La Consulta Popular Nacional por la Vida, realizada entre el 7 y el 16 de octubre de 2024, movilizó a 32.375 personas en los nueve departamentos de Bolivia, con una participación del 63% de mujeres lideresas que fueron parte de este proceso consultivo en conferencia de prensa este jueves 14 de noviembre en La Paz.
“Este proceso ciudadano nació como respuesta a los incendios, la deforestación y el ecocidio que han arrasado el país. Queremos mostrar lo que la población está pensando de esta situación porque se han quemado más de 10 millones de hectáreas”, dijo Andrea Vargas, activista medioambiental parte del equipo que trabajó en la consulta popular.
Los resultados de este mecanismo consultivo – realizado de manera virtual y por votos en ánforas- evidencian un fuerte mandato de la población boliviana para frenar la devastación ambiental y garantizar el respeto a los derechos de la Madre Tierra y de las comunidades indígenas.
“Vamos a convocar a una marcha nacional porque resultado de esta consulta vamos a exigir que se abrogen las leyes incendiarias, que se reviertan las tierras quemadas como áreas que no se deben ocupar en al menos 15 años y pedimos que las nuevas propuestas de ley haya participación de las organizaciones sociales que viven en estos territorios”, señaló Guadalupe Sermenio, otra de las voceras.
La consulta sobre este punto tiene un 85% de apoyo. Los participantes exigen que estas tierras, especialmente en propiedades medianas y empresariales que incumplen la Función Económica Social (FES), sean declaradas tierras fiscales no disponibles hasta su recuperación. Los ciudadanos han advertido que, de no cumplirse esta exigencia, se procederá a exigir a las autoridades de la ABT y el INRA por incumplimiento de deberes.

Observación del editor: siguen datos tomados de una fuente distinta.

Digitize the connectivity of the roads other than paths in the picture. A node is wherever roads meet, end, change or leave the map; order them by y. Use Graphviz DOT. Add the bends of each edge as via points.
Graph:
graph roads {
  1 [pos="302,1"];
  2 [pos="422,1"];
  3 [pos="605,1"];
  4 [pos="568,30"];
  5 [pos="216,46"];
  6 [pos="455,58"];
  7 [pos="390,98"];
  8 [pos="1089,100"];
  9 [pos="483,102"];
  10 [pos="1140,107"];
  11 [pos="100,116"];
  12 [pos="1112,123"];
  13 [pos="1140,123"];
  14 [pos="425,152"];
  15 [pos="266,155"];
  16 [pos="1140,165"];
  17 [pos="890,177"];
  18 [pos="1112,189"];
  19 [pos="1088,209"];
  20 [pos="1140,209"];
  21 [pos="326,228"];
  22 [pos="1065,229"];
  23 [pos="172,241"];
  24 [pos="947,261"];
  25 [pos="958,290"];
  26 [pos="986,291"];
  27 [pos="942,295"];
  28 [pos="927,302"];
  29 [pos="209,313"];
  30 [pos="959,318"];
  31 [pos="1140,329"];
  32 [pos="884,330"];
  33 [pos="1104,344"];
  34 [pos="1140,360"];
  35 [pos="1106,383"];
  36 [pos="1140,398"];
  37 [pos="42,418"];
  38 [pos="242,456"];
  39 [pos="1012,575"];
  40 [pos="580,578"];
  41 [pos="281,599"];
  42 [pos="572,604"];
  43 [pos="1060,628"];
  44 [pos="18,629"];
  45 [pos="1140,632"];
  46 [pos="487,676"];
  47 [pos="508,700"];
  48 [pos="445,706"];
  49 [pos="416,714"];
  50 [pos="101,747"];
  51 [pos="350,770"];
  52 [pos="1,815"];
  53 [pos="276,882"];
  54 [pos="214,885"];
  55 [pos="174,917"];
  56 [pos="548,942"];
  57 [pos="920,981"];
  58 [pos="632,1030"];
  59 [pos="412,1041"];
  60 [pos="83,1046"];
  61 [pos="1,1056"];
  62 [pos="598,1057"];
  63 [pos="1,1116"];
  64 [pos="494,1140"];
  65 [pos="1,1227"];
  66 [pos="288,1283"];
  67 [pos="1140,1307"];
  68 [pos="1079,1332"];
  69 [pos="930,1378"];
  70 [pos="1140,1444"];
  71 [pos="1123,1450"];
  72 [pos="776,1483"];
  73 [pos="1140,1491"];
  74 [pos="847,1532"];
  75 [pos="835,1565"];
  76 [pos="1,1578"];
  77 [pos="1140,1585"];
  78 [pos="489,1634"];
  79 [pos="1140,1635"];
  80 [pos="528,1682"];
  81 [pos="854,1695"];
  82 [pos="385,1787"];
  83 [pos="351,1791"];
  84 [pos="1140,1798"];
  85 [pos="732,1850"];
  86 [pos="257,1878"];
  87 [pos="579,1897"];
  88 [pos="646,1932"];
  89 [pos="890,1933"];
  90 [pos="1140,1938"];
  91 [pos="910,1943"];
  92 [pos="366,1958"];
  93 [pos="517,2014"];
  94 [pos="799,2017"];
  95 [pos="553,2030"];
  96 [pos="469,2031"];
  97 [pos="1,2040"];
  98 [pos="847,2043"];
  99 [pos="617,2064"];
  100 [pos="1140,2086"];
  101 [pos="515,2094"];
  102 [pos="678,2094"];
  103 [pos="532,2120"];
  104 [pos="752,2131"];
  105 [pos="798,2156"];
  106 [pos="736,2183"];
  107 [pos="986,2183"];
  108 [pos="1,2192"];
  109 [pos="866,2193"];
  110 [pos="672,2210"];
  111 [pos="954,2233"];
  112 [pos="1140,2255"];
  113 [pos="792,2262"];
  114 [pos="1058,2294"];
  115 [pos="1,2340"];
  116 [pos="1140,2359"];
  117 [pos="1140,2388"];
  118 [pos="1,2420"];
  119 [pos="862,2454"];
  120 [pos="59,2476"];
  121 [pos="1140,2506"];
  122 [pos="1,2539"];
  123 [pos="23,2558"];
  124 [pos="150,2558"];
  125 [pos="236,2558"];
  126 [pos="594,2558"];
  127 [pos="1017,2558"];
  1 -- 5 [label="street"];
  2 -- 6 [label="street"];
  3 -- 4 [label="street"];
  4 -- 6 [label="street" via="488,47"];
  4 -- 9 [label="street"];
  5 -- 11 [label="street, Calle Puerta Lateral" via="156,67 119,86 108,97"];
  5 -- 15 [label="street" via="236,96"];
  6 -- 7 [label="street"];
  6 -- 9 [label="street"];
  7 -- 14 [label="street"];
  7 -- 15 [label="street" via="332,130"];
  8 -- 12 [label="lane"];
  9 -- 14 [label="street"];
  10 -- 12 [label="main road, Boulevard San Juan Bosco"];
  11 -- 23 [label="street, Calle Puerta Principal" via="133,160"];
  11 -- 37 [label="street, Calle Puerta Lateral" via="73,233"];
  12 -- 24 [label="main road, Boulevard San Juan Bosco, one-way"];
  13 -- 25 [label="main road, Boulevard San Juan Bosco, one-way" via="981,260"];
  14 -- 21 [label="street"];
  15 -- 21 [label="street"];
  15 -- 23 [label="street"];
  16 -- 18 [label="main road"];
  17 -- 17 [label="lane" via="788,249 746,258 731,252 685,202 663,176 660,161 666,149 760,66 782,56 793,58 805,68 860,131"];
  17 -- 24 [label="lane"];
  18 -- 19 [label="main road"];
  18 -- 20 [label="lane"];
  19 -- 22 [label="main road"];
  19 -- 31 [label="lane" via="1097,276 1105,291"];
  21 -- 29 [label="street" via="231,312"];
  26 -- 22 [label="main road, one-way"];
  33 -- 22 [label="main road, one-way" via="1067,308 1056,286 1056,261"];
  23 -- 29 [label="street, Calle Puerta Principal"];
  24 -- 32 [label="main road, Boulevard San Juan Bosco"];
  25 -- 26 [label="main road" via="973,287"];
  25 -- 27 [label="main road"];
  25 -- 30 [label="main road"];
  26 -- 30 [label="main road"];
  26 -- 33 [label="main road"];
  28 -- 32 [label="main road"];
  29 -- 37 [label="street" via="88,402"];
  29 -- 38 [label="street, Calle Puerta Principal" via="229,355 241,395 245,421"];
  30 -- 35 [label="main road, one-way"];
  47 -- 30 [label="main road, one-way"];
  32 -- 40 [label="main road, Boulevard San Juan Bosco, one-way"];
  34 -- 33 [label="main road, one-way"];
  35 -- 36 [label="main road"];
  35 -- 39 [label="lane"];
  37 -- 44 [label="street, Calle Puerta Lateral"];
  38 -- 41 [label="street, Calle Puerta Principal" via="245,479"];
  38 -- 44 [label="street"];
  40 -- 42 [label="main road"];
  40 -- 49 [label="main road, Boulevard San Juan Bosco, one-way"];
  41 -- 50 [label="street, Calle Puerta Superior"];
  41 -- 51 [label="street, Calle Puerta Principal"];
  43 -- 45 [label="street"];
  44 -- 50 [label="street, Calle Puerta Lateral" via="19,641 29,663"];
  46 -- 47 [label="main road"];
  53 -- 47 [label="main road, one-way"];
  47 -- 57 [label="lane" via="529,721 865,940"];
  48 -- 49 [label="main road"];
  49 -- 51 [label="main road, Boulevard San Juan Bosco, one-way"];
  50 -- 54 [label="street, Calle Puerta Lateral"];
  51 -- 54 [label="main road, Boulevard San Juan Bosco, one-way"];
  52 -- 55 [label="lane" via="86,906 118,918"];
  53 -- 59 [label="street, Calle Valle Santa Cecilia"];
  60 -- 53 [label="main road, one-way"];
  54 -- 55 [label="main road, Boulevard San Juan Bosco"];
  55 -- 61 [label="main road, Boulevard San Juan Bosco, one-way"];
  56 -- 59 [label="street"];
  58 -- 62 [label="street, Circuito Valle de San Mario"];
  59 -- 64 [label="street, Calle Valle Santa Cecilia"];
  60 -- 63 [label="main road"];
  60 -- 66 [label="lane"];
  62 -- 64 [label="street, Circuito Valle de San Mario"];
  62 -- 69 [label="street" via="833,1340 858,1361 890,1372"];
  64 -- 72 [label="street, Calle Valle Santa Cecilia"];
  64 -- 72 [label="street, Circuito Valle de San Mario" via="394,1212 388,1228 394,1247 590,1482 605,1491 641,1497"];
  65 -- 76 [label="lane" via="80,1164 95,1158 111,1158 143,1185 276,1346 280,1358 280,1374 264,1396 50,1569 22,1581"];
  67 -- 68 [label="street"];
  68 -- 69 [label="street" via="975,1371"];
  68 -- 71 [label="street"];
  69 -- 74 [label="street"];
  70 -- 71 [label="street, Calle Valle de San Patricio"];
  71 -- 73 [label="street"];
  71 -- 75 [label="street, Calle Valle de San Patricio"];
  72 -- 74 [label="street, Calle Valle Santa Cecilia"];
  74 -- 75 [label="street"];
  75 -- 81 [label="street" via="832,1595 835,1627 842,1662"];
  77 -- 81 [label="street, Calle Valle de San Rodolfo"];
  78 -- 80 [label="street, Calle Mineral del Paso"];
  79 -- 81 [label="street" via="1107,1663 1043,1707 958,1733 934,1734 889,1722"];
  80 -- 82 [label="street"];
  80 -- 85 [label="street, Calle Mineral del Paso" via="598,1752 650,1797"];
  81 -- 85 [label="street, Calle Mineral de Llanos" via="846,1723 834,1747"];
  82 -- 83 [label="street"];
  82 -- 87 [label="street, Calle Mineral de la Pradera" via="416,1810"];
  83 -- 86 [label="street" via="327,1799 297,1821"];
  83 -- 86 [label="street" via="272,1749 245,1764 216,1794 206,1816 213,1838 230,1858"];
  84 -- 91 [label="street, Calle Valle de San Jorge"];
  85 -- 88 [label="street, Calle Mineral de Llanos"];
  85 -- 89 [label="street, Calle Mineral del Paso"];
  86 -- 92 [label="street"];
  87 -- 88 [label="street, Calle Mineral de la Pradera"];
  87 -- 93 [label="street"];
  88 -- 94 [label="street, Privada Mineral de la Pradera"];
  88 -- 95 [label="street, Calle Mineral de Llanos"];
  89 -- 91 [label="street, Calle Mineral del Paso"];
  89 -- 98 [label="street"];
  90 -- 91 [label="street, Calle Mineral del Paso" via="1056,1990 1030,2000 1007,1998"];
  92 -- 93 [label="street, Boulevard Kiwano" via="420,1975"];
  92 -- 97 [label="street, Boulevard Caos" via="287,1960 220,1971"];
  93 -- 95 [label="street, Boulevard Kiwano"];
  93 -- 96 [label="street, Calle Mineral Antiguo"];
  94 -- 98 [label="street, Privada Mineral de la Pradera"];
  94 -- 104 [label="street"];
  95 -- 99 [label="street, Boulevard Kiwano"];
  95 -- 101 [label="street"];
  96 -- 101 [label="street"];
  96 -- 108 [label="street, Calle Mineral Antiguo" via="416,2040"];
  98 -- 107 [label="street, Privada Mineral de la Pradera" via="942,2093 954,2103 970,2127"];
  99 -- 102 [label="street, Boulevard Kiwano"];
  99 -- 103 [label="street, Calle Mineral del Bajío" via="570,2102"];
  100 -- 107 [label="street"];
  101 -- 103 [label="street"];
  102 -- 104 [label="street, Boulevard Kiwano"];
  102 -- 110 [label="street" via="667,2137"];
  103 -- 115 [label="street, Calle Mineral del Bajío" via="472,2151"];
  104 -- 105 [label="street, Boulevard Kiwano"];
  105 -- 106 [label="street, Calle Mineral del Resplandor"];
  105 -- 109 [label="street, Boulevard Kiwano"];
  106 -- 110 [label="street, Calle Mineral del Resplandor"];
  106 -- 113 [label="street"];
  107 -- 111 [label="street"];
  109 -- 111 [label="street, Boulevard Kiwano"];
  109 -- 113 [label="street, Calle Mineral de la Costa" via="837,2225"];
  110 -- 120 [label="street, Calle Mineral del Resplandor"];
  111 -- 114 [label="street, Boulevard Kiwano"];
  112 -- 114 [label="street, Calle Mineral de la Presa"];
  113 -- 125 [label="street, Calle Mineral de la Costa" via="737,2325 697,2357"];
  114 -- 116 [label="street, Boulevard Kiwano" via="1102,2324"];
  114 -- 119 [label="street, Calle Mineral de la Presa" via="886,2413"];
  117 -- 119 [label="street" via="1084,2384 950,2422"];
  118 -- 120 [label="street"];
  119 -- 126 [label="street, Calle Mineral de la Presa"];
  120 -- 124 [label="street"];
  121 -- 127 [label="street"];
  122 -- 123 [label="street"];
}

Entre los puntos clave de la consulta popular se destaca que el 94% de los votantes exige la abrogación de leyes y decretos que facilitan los incendios y la deforestación en Bolivia. Los ciudadanos también han manifestado la necesidad de implementar una «pausa ecológica» que asegure la restauración de las áreas afectadas por quemas ilegales, con el mismo 94% de respaldo.
Una de las dirigentes de la región, Clara Masai, detalló el peligro al que ahora se enfrentan los pueblos indígenas de tierras bajas tras los incendios como la falta de soberanía alimentaria. “No tenemos qué comer, todo se ha quemado. Hay mucho desastre luego del fuego y nadie viene a arreglar eso. Queman y son impunes”, expresó durante la conferencia.
Con un respaldo del 91% en esta consulta popular, se resolvió apoyar la agroecología, la agroforestería y el ecoturismo como opciones viables y exigen que se garantice el derecho de los municipios a declararse libres de minería, transgénicos y otras prácticas extractivas que impactan en los ecosistemas. Asimismo, la población rechaza la autorización de nuevos eventos transgénicos y agrotóxicos peligrosos que amenazan la salud y la biodiversidad en Bolivia.
Por último, el 90% de los ciudadanos consultados exige que el presupuesto del sector ambiental sea incrementado al 10% del Presupuesto General del Estado para 2025, lo que permitiría una respuesta adecuada a la crisis ambiental, la recuperación de bosques y la protección de áreas. protegidas y comunidades afectadas.
En caso de que estas demandas no sean atendidas, los organizadores de la consulta (organizaciones, instituciones, colectivos, movimientos, plataformas y personas autoconvocadas) han anunciado la creación de un Tribunal Popular para responsabilizar a las autoridades que bloqueen las medidas necesarias para proteger el medio ambiente.